Aquí describimos una técnica que combina la mutagénesis de transposon con secuenciación de alto rendimiento para identificar y cuantificar a mutantes de transposon leptoespiral en tejidos después de un desafío de hámsters. Este protocolo puede utilizarse para mutantes de pantalla para la supervivencia y difusión en los animales y también se puede aplicar a estudios en vitro .
El objetivo general de esta técnica de secuenciación de transposones de alto rendimiento es identificar y cuantificar mutantes de transposones con defectos de aptitud in vivo e in vitro y, por lo tanto, identificar los genes de Leptospira implicados en la virulencia. Este método puede ayudar a responder preguntas clave en el campo de la Leptospira, como la identificación de genes implicados en la colonización, la diseminación y la supervivencia de las bacterias en el huésped. La principal ventaja de esta técnica es que se puede cribar un gran número de mutantes con un número limitado de animales.

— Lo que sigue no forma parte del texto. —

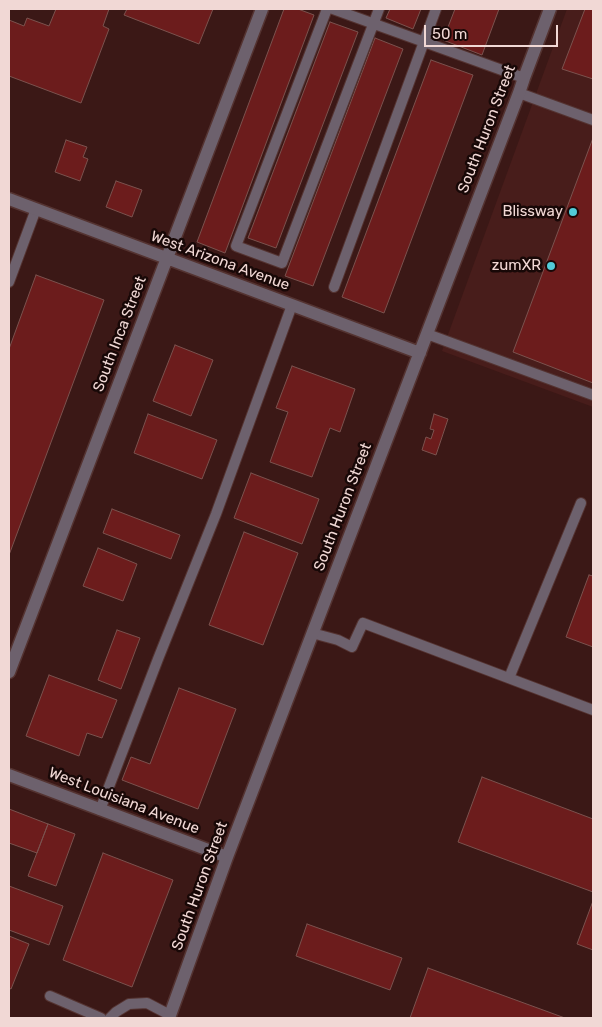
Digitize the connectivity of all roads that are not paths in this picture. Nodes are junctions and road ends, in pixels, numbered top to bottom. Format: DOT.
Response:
graph roads {
  1 [pos="262,9"];
  2 [pos="327,9"];
  3 [pos="333,9"];
  4 [pos="379,9"];
  5 [pos="436,9"];
  6 [pos="550,9"];
  7 [pos="374,24"];
  8 [pos="424,42"];
  9 [pos="524,78"];
  10 [pos="519,93"];
  11 [pos="593,120"];
  12 [pos="9,199"];
  13 [pos="36,210"];
  14 [pos="167,259"];
  15 [pos="9,282"];
  16 [pos="334,287"];
  17 [pos="292,305"];
  18 [pos="427,334"];
  19 [pos="420,353"];
  20 [pos="593,395"];
  21 [pos="581,502"];
  22 [pos="312,633"];
  23 [pos="9,672"];
  24 [pos="509,678"];
  25 [pos="593,710"];
  26 [pos="9,776"];
  27 [pos="100,810"];
  28 [pos="227,857"];
  29 [pos="50,996"];
  30 [pos="170,1016"];
  31 [pos="101,1018"];
  32 [pos="110,1018"];
  1 -- 14 [label="street, South Inca Street"];
  2 -- 7 [label="lane"];
  3 -- 7 [label="lane"];
  4 -- 7 [label="lane"];
  5 -- 8 [label="lane"];
  6 -- 9 [label="street, South Huron Street"];
  7 -- 8 [label="lane"];
  8 -- 9 [label="lane"];
  8 -- 16 [label="lane"];
  9 -- 10 [label="street, South Huron Street"];
  10 -- 11 [label="lane"];
  10 -- 18 [label="street, South Huron Street"];
  12 -- 13 [label="street, West Arizona Avenue"];
  13 -- 14 [label="street, West Arizona Avenue"];
  13 -- 15 [label="lane"];
  14 -- 17 [label="street, West Arizona Avenue"];
  14 -- 23 [label="street, South Inca Street"];
  17 -- 19 [label="street, West Arizona Avenue"];
  17 -- 27 [label="lane"];
  18 -- 19 [label="street, South Huron Street"];
  18 -- 20 [label="lane"];
  19 -- 22 [label="street, South Huron Street"];
  21 -- 24 [label="lane"];
  22 -- 24 [label="lane"];
  22 -- 28 [label="street, South Huron Street"];
  24 -- 25 [label="lane"];
  26 -- 27 [label="street, West Louisiana Avenue"];
  27 -- 28 [label="street, West Louisiana Avenue"];
  28 -- 30 [label="street, South Huron Street"];
  29 -- 31 [label="lane"];
  30 -- 32 [label="lane"];
}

Aunque este método fue diseñado para examinar la aptitud de los mutantes de Leptospira interrogans en el modelo de hámster con leptospirosis aguda, también se puede aplicar a través de modelos de infección crónica, estudios in vitro y otras cepas de Leptospira. Kritel Lourdault y Karen Evangelista, ambas postdoctoradas de mi laboratorio, harán una demostración del procedimiento. Primero, ensamble una unidad de filtración.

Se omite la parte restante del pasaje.